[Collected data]
- - -

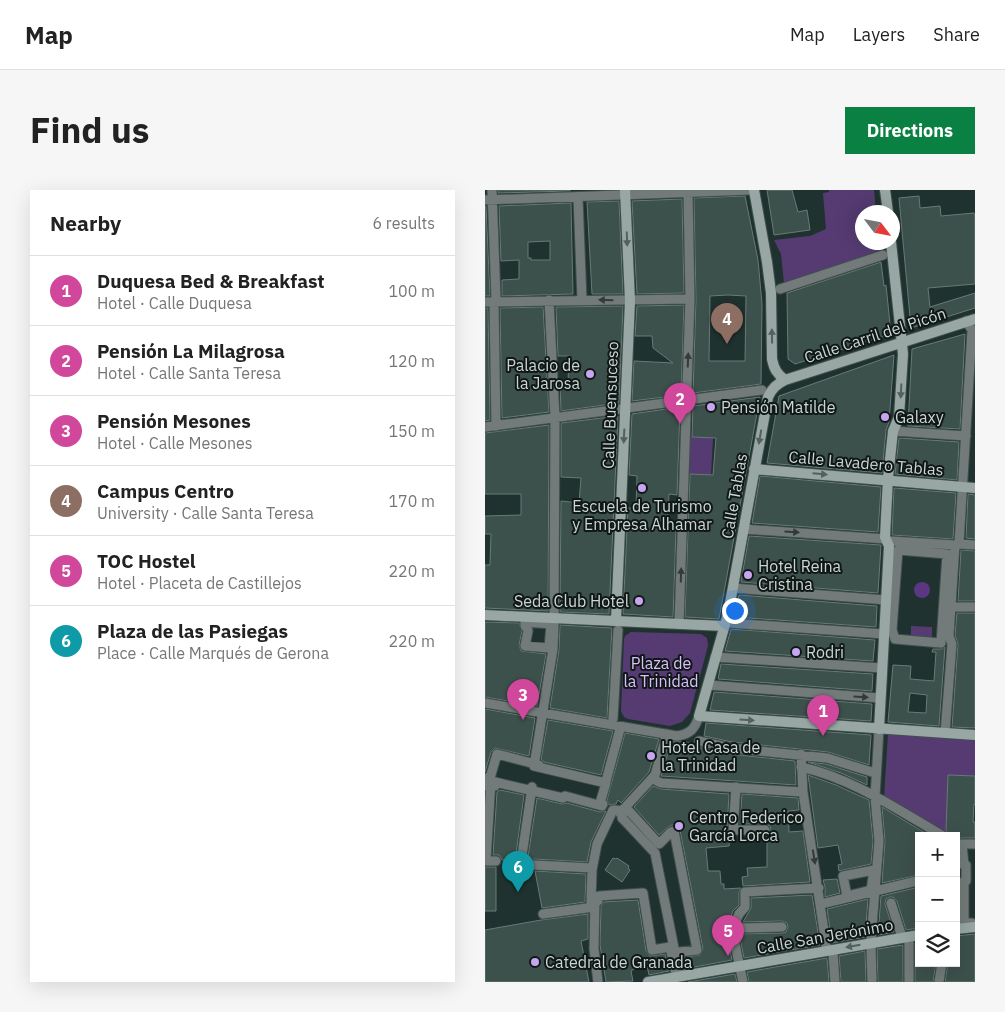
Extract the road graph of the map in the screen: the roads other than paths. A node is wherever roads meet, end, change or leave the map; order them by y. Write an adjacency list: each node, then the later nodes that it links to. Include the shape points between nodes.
1 (492, 190): 8 (street)
2 (753, 190): 5 (street); 20 (street, one-way to 2, via 774,369 772,359 771,292)
3 (885, 190): 9 (street)
4 (625, 193): 5 (street); 6 (street); 16 (street, Calle Buensuceso, one-way to 16)
5 (688, 193): 13 (street)
6 (589, 194): 7 (street)
7 (578, 198): 8 (street); 15 (street)
8 (489, 200): 17 (street)
9 (887, 205)
10 (892, 250): 19 (street)
11 (883, 255): 12 (street)
12 (780, 289)
13 (690, 299): 16 (street); 22 (street, one-way to 13)
14 (549, 300): 15 (street); 17 (street); 24 (street)
15 (582, 300): 16 (street, one-way to 15)
16 (630, 301): 23 (street, Calle Buensuceso)
17 (490, 302): 25 (street)
18 (971, 320): 19 (street, Calle Carril del Picón); 28 (street)
19 (901, 342): 20 (street, Calle Carril del Picón); 27 (street, one-way to 27, via 899,418)
20 (785, 380): 29 (street, Calle Tablas, one-way to 29, via 777,384 767,397)
21 (762, 390): 22 (street)
22 (687, 400): 23 (street); 44 (street, one-way to 22)
23 (625, 408): 24 (street); 46 (street, Calle Buensuceso, one-way to 46)
24 (555, 416): 25 (street); 43 (street)
25 (496, 426): 26 (street)
26 (485, 427)
27 (893, 431): 28 (street); 30 (street)
28 (966, 436): 31 (street)
29 (754, 469): 30 (street, Calle Lavadero Tablas, one-way to 30); 33 (street, Calle Tablas)
30 (888, 480): 31 (street, Calle Lavadero Tablas); 34 (street)
31 (963, 486): 32 (street, Calle Lavadero Tablas); 35 (street)
32 (975, 488)
33 (743, 529): 34 (street, one-way to 34); 38 (street, Calle Tablas)
34 (887, 541): 35 (street); 39 (street)
35 (957, 545): 36 (street); 40 (street)
36 (975, 545)
37 (947, 554): 37 (street, via 898,550 892,630 895,639 941,643)
38 (733, 588): 39 (street); 45 (street, Calle Tablas)
39 (886, 600): 47 (street)
40 (951, 607): 41 (street); 58 (street)
41 (975, 608)
42 (485, 615): 43 (street)
43 (554, 618): 46 (street); 53 (street, via 553,649)
44 (679, 624): 45 (street); 46 (street)
45 (727, 624): 47 (street); 48 (street)
46 (617, 625): 55 (street)
47 (884, 634): 49 (street)
48 (715, 657): 49 (street); 50 (street)
49 (882, 668): 51 (street)
50 (707, 685): 51 (street, one-way to 51); 54 (street)
51 (880, 698): 57 (street)
52 (485, 703): 53 (street)
53 (542, 713): 55 (street); 63 (street)
54 (699, 716): 57 (street, one-way to 57); 59 (street, via 690,732 677,736)
55 (610, 721): 59 (street)
56 (620, 729): 67 (street)
57 (879, 729): 58 (street); 65 (street)
58 (945, 733): 60 (street)
59 (667, 734): 66 (street)
60 (975, 735)
61 (699, 742): 62 (street)
62 (801, 754): 64 (street); 65 (street, via 827,758)
63 (534, 764): 67 (street); 68 (street, via 497,754); 73 (street, via 606,783)
64 (801, 767): 71 (street); 72 (street, via 819,771)
65 (875, 773): 72 (street)
66 (653, 779): 69 (street, via 661,783); 74 (street)
67 (606, 781): 73 (street, via 609,782)
68 (488, 783): 70 (street); 80 (street)
69 (737, 787): 71 (street); 75 (street, via 733,830)
70 (532, 788): 73 (street, via 563,798 602,806); 82 (street)
71 (803, 792): 86 (street, one-way to 86)
72 (875, 797): 76 (street); 87 (street, via 879,841)
73 (601, 803): 74 (street)
74 (622, 811): 84 (street, via 613,810 597,844); 90 (street, via 601,844); 103 (street, via 622,818 655,853); 103 (street, via 629,811 659,844 674,831 697,950 679,952 684,974)
75 (765, 830)
76 (936, 832)
77 (975, 844): 78 (street)
78 (960, 845)
79 (960, 848): 92 (street, via 964,854 966,881 964,919 960,924)
80 (485, 861): 81 (street)
81 (497, 861)
82 (521, 862)
83 (534, 865): 84 (street)
84 (592, 868): 90 (street, via 591,903)
85 (915, 882): 87 (street)
86 (819, 888): 89 (street); 93 (street, via 745,892 745,907)
87 (874, 892): 89 (street); 108 (street)
88 (891, 903): 97 (street, Calle San Jerónimo)
89 (821, 904): 100 (street)
90 (594, 905): 91 (street); 103 (street, via 599,896 643,893 652,950 669,947 676,974); 104 (street)
91 (543, 914)
92 (975, 922)
93 (734, 926): 94 (street); 101 (street)
94 (782, 927)
95 (975, 927): 96 (street)
96 (960, 929)
97 (901, 934)
98 (915, 936): 100 (street, Calle San Jerónimo, one-way to 100)
99 (909, 940): 109 (street, Calle San Jerónimo)
100 (830, 952): 101 (street, Calle San Jerónimo); 107 (street)
101 (739, 965): 103 (street, Calle San Jerónimo); 106 (street)
102 (941, 967): 110 (street)
103 (681, 978): 105 (street, Calle San Jerónimo)
104 (598, 982)
105 (649, 982)
106 (743, 982)
107 (835, 982)
108 (872, 982)
109 (909, 982)
110 (939, 982)

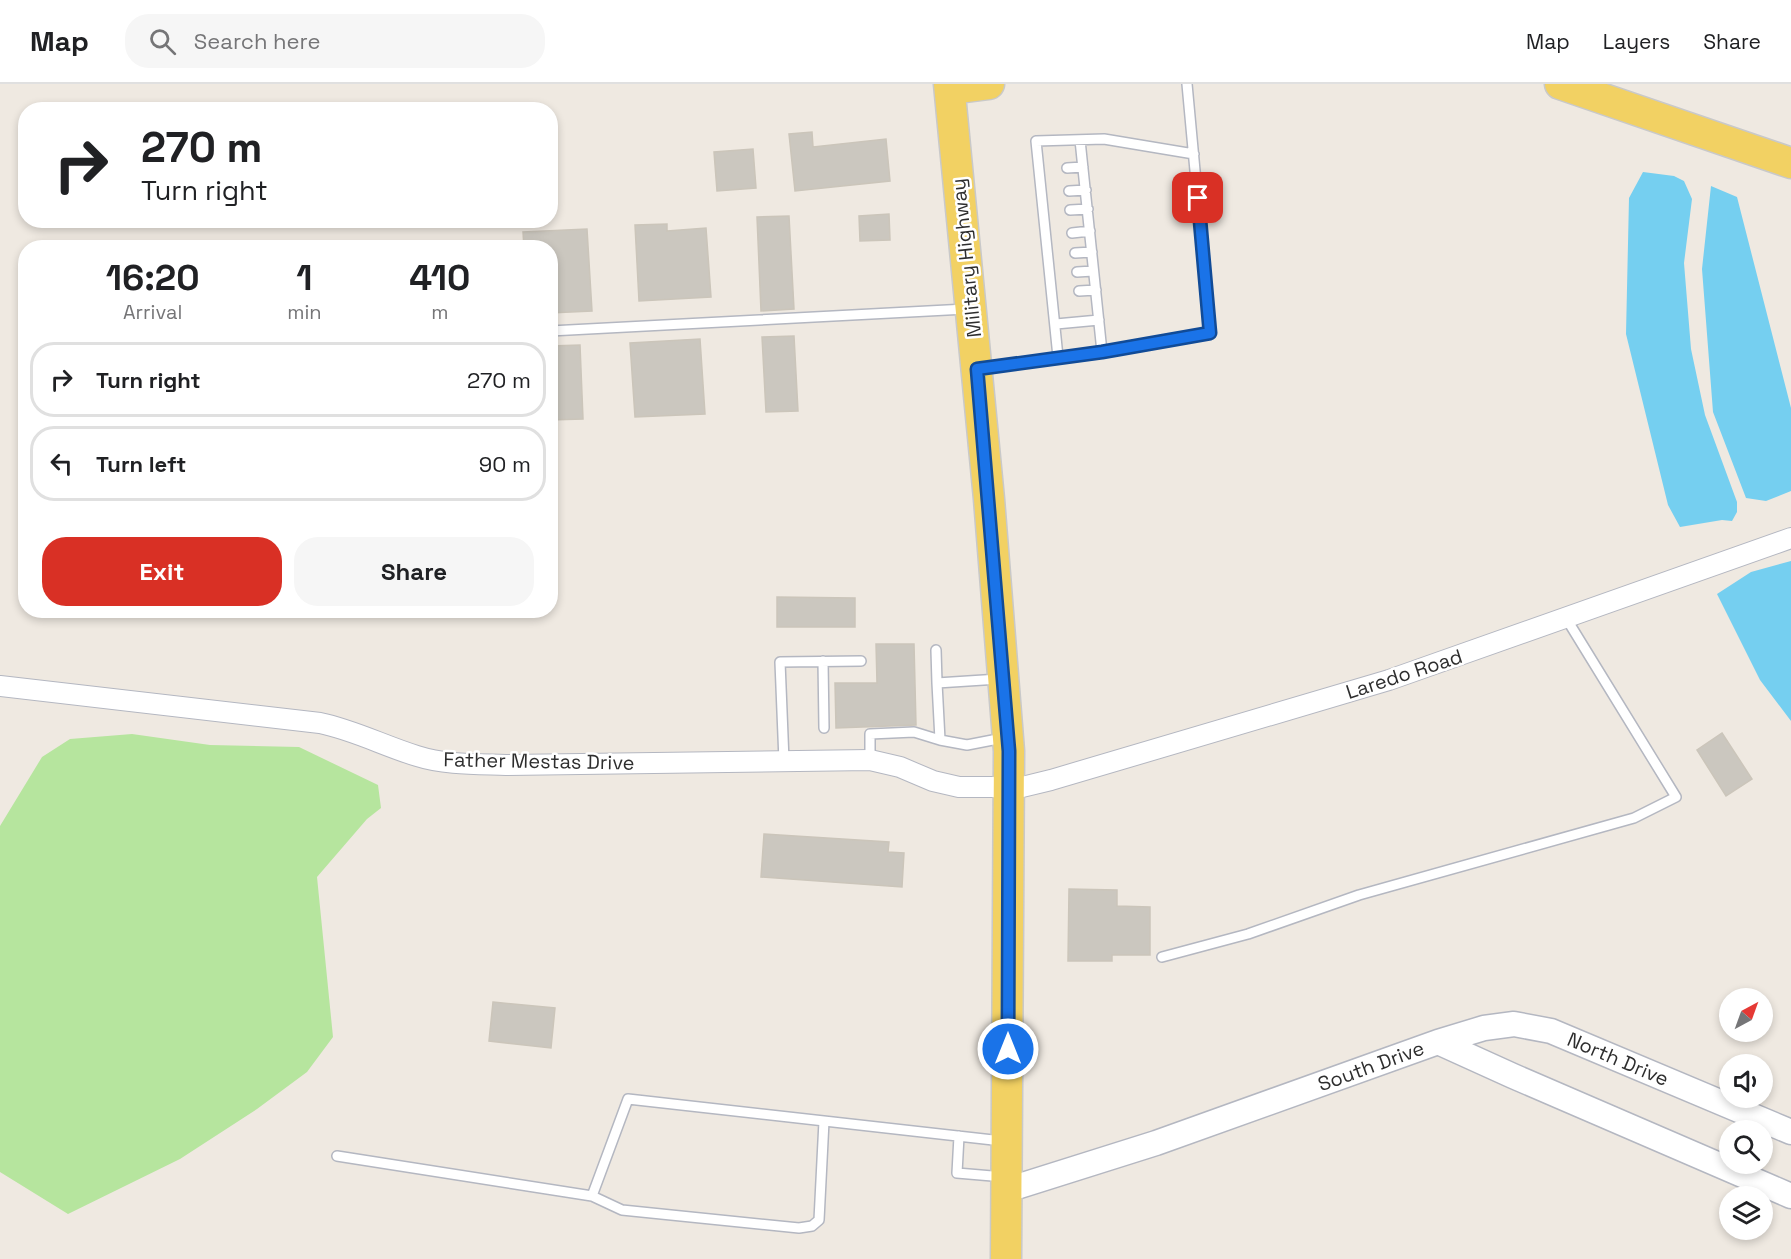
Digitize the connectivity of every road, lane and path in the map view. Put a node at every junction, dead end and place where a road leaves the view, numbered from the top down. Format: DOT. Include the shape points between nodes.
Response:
graph roads {
  1 [pos="989,84"];
  2 [pos="1187,84"];
  3 [pos="1560,84"];
  4 [pos="949,87"];
  5 [pos="1080,140"];
  6 [pos="1194,154"];
  7 [pos="1791,163"];
  8 [pos="1083,166"];
  9 [pos="1066,168"];
  10 [pos="1086,190"];
  11 [pos="1069,192"];
  12 [pos="1088,209"];
  13 [pos="1070,210"];
  14 [pos="1090,231"];
  15 [pos="1072,233"];
  16 [pos="1092,252"];
  17 [pos="1075,253"];
  18 [pos="1094,271"];
  19 [pos="1077,272"];
  20 [pos="1096,290"];
  21 [pos="1079,291"];
  22 [pos="971,309"];
  23 [pos="1099,320"];
  24 [pos="1056,324"];
  25 [pos="558,331"];
  26 [pos="1102,352"];
  27 [pos="1058,357"];
  28 [pos="977,369"];
  29 [pos="1791,538"];
  30 [pos="1566,618"];
  31 [pos="936,650"];
  32 [pos="824,661"];
  33 [pos="861,661"];
  34 [pos="1005,678"];
  35 [pos="937,683"];
  36 [pos="0,686"];
  37 [pos="824,728"];
  38 [pos="1008,737"];
  39 [pos="940,740"];
  40 [pos="870,760"];
  41 [pos="784,761"];
  42 [pos="1010,790"];
  43 [pos="1162,957"];
  44 [pos="1438,1042"];
  45 [pos="824,1121"];
  46 [pos="1791,1132"];
  47 [pos="959,1136"];
  48 [pos="1007,1141"];
  49 [pos="337,1156"];
  50 [pos="1007,1184"];
  51 [pos="592,1196"];
  52 [pos="1791,1196"];
  53 [pos="1006,1259"];
  1 -- 4 [label="main road"];
  2 -- 6 [label="lane"];
  3 -- 7 [label="main road"];
  4 -- 22 [label="main road, Military Highway"];
  5 -- 6 [label="lane" via="1104,139"];
  5 -- 8 [label="lane"];
  5 -- 24 [label="lane" via="1036,141 1047,193 1057,293"];
  6 -- 26 [label="lane" via="1210,333"];
  8 -- 9 [label="lane"];
  8 -- 10 [label="lane"];
  10 -- 11 [label="lane"];
  10 -- 12 [label="lane"];
  12 -- 13 [label="lane"];
  12 -- 14 [label="lane"];
  14 -- 15 [label="lane"];
  14 -- 16 [label="lane"];
  16 -- 17 [label="lane"];
  16 -- 18 [label="lane"];
  18 -- 19 [label="lane"];
  18 -- 20 [label="lane"];
  20 -- 21 [label="lane"];
  20 -- 23 [label="lane"];
  22 -- 25 [label="lane"];
  22 -- 28 [label="main road, Military Highway"];
  23 -- 24 [label="lane"];
  23 -- 26 [label="lane"];
  24 -- 27 [label="lane"];
  26 -- 27 [label="lane"];
  27 -- 28 [label="lane"];
  28 -- 34 [label="main road, Military Highway"];
  29 -- 30 [label="street, Laredo Road"];
  30 -- 42 [label="street, Laredo Road" via="1389,680"];
  30 -- 43 [label="lane" via="1676,797 1634,818 1359,895 1248,934"];
  31 -- 35 [label="lane"];
  32 -- 33 [label="lane"];
  32 -- 37 [label="lane"];
  32 -- 41 [label="lane" via="780,662"];
  34 -- 35 [label="lane"];
  34 -- 38 [label="main road, Military Highway"];
  35 -- 39 [label="lane"];
  36 -- 41 [label="street, Father Mestas Drive" via="320,723 347,728 420,757 447,762 506,765"];
  38 -- 39 [label="lane" via="967,745"];
  38 -- 42 [label="main road, Military Highway"];
  39 -- 40 [label="lane" via="914,732 870,734"];
  40 -- 41 [label="street, Father Mestas Drive"];
  40 -- 42 [label="street, Father Mestas Drive" via="959,788"];
  42 -- 48 [label="main road, Military Highway"];
  44 -- 46 [label="street, North Drive" via="1484,1028 1514,1024 1551,1031"];
  44 -- 50 [label="street, South Drive" via="1156,1143"];
  44 -- 52 [label="street, South Drive"];
  45 -- 47 [label="lane"];
  45 -- 51 [label="lane" via="628,1099"];
  45 -- 51 [label="lane" via="819,1220 812,1226 799,1228 622,1210"];
  47 -- 48 [label="lane"];
  47 -- 50 [label="lane" via="957,1173"];
  48 -- 50 [label="main road, Military Highway"];
  49 -- 51 [label="lane"];
  50 -- 53 [label="main road, Military Highway"];
}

- - -

**What you are asked to do**
Check each line of the data above, and please copy the ones in which the string "Father" occurs.

**Solution to the problem**
  36 -- 41 [label="street, Father Mestas Drive" via="320,723 347,728 420,757 447,762 506,765"];
  40 -- 41 [label="street, Father Mestas Drive"];
  40 -- 42 [label="street, Father Mestas Drive" via="959,788"];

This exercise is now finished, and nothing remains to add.